The reason I have this code sat around is because it's actually a function I pass function pointers to which executes my "daemon body". Why do I do it this way? To work out where my errors are running the code directly as a process (if necessary with root privs) then I "daemonise". It's quite hard to debug a daemon process otherwise...
Edit: of course, using function pointers is a C way of thinking, but there's no reason you can't implement some form of class-based mechanism.
So, honestly, it really doesn't matter. Pick whichever you prefer.
as far as I'm concerned, C++ is C with optional extras. So go with that, and use whatever bits and pieces you feel comfortable with.
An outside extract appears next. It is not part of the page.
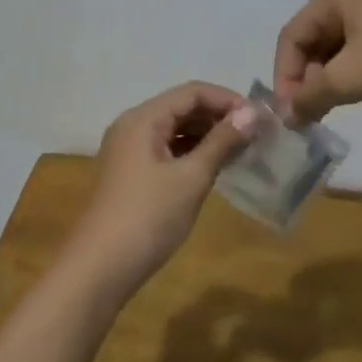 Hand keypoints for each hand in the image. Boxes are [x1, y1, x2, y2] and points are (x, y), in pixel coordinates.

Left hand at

There is no reason to choose C instead of C++ if you are more comfortable with C++, and vice versa. They are both equally capable languages for this task.
Unless you are looking to become more comfortable with C, just use what you know.
Unless you are planning on doing kernel development or embedded programming, learning C++ is strictly better than learning C. The only thing you need to be careful of is that C++ "mangles" its function names, so that your function void foo() in C++ will not be accessible directly by a C program. The trick is to declare it with C linkage, as in extern "C" void foo().
That said, C++ is a much bigger language than C, and it will definitely take more time to learn.
You should definitely use C++.
You should definitely use C, period.